## Try it
Would you transcribe all of the entries that follow, word for word?

## Supplied data
· · · · ·
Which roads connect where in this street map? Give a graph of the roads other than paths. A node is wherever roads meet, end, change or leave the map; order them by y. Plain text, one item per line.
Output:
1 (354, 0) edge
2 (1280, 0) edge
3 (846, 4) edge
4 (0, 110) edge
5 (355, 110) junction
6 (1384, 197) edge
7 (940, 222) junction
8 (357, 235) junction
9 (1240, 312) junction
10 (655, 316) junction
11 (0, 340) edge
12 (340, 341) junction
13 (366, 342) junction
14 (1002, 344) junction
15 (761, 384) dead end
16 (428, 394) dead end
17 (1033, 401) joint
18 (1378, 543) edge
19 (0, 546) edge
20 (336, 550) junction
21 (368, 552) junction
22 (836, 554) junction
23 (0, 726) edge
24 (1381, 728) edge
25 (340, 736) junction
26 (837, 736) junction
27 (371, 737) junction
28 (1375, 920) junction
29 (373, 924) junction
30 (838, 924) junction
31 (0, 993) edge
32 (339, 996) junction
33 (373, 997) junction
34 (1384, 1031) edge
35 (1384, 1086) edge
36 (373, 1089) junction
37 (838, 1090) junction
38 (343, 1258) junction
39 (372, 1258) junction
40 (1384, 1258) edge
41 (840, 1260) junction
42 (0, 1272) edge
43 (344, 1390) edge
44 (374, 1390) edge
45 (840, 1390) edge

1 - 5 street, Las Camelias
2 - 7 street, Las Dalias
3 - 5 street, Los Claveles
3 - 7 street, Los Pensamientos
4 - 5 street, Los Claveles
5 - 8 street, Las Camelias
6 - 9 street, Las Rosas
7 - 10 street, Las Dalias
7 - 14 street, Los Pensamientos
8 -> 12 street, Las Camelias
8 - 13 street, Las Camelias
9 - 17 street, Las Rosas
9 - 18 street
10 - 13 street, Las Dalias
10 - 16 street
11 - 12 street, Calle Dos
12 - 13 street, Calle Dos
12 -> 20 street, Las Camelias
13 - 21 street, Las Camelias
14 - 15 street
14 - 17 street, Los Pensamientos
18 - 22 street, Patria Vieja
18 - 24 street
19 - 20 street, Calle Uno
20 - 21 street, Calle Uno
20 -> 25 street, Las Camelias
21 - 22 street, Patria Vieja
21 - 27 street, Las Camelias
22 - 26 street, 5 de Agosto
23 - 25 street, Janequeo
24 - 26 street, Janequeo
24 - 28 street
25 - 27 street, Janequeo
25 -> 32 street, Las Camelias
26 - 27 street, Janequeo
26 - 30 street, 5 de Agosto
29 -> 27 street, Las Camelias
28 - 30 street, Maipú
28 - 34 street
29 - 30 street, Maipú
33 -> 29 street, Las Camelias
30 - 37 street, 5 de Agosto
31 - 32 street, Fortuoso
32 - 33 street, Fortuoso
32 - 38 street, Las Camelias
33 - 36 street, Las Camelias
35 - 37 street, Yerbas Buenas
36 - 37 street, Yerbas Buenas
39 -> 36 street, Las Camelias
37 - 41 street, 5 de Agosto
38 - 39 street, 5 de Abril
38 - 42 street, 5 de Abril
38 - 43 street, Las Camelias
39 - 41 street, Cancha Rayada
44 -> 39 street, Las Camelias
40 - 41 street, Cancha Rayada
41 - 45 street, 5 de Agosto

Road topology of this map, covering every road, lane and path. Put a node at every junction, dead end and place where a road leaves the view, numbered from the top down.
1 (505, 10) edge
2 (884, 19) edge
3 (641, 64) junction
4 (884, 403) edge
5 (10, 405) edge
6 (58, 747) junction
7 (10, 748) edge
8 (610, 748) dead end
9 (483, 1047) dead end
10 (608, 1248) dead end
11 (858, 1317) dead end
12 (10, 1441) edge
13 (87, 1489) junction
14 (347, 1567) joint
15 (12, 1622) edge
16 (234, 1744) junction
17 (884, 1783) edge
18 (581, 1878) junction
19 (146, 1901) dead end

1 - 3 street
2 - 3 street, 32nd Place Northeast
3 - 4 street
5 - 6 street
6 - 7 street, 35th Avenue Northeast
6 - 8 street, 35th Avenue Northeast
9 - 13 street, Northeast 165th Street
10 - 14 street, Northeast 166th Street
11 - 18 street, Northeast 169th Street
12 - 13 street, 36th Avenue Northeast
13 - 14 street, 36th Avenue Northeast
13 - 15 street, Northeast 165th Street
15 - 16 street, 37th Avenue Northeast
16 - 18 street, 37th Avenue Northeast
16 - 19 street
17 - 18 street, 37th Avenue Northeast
· · · · ·
## Answer for this exercise
Which roads connect where in this street map? Give a graph of the roads other than paths. A node is wherever roads meet, end, change or leave the map; order them by y. Plain text, one item per line.
Output:
1 (354, 0) edge
2 (1280, 0) edge
3 (846, 4) edge
4 (0, 110) edge
5 (355, 110) junction
6 (1384, 197) edge
7 (940, 222) junction
8 (357, 235) junction
9 (1240, 312) junction
10 (655, 316) junction
11 (0, 340) edge
12 (340, 341) junction
13 (366, 342) junction
14 (1002, 344) junction
15 (761, 384) dead end
16 (428, 394) dead end
17 (1033, 401) joint
18 (1378, 543) edge
19 (0, 546) edge
20 (336, 550) junction
21 (368, 552) junction
22 (836, 554) junction
23 (0, 726) edge
24 (1381, 728) edge
25 (340, 736) junction
26 (837, 736) junction
27 (371, 737) junction
28 (1375, 920) junction
29 (373, 924) junction
30 (838, 924) junction
31 (0, 993) edge
32 (339, 996) junction
33 (373, 997) junction
34 (1384, 1031) edge
35 (1384, 1086) edge
36 (373, 1089) junction
37 (838, 1090) junction
38 (343, 1258) junction
39 (372, 1258) junction
40 (1384, 1258) edge
41 (840, 1260) junction
42 (0, 1272) edge
43 (344, 1390) edge
44 (374, 1390) edge
45 (840, 1390) edge

1 - 5 street, Las Camelias
2 - 7 street, Las Dalias
3 - 5 street, Los Claveles
3 - 7 street, Los Pensamientos
4 - 5 street, Los Claveles
5 - 8 street, Las Camelias
6 - 9 street, Las Rosas
7 - 10 street, Las Dalias
7 - 14 street, Los Pensamientos
8 -> 12 street, Las Camelias
8 - 13 street, Las Camelias
9 - 17 street, Las Rosas
9 - 18 street
10 - 13 street, Las Dalias
10 - 16 street
11 - 12 street, Calle Dos
12 - 13 street, Calle Dos
12 -> 20 street, Las Camelias
13 - 21 street, Las Camelias
14 - 15 street
14 - 17 street, Los Pensamientos
18 - 22 street, Patria Vieja
18 - 24 street
19 - 20 street, Calle Uno
20 - 21 street, Calle Uno
20 -> 25 street, Las Camelias
21 - 22 street, Patria Vieja
21 - 27 street, Las Camelias
22 - 26 street, 5 de Agosto
23 - 25 street, Janequeo
24 - 26 street, Janequeo
24 - 28 street
25 - 27 street, Janequeo
25 -> 32 street, Las Camelias
26 - 27 street, Janequeo
26 - 30 street, 5 de Agosto
29 -> 27 street, Las Camelias
28 - 30 street, Maipú
28 - 34 street
29 - 30 street, Maipú
33 -> 29 street, Las Camelias
30 - 37 street, 5 de Agosto
31 - 32 street, Fortuoso
32 - 33 street, Fortuoso
32 - 38 street, Las Camelias
33 - 36 street, Las Camelias
35 - 37 street, Yerbas Buenas
36 - 37 street, Yerbas Buenas
39 -> 36 street, Las Camelias
37 - 41 street, 5 de Agosto
38 - 39 street, 5 de Abril
38 - 42 street, 5 de Abril
38 - 43 street, Las Camelias
39 - 41 street, Cancha Rayada
44 -> 39 street, Las Camelias
40 - 41 street, Cancha Rayada
41 - 45 street, 5 de Agosto

Road topology of this map, covering every road, lane and path. Put a node at every junction, dead end and place where a road leaves the view, numbered from the top down.
1 (505, 10) edge
2 (884, 19) edge
3 (641, 64) junction
4 (884, 403) edge
5 (10, 405) edge
6 (58, 747) junction
7 (10, 748) edge
8 (610, 748) dead end
9 (483, 1047) dead end
10 (608, 1248) dead end
11 (858, 1317) dead end
12 (10, 1441) edge
13 (87, 1489) junction
14 (347, 1567) joint
15 (12, 1622) edge
16 (234, 1744) junction
17 (884, 1783) edge
18 (581, 1878) junction
19 (146, 1901) dead end

1 - 3 street
2 - 3 street, 32nd Place Northeast
3 - 4 street
5 - 6 street
6 - 7 street, 35th Avenue Northeast
6 - 8 street, 35th Avenue Northeast
9 - 13 street, Northeast 165th Street
10 - 14 street, Northeast 166th Street
11 - 18 street, Northeast 169th Street
12 - 13 street, 36th Avenue Northeast
13 - 14 street, 36th Avenue Northeast
13 - 15 street, Northeast 165th Street
15 - 16 street, 37th Avenue Northeast
16 - 18 street, 37th Avenue Northeast
16 - 19 street
17 - 18 street, 37th Avenue Northeast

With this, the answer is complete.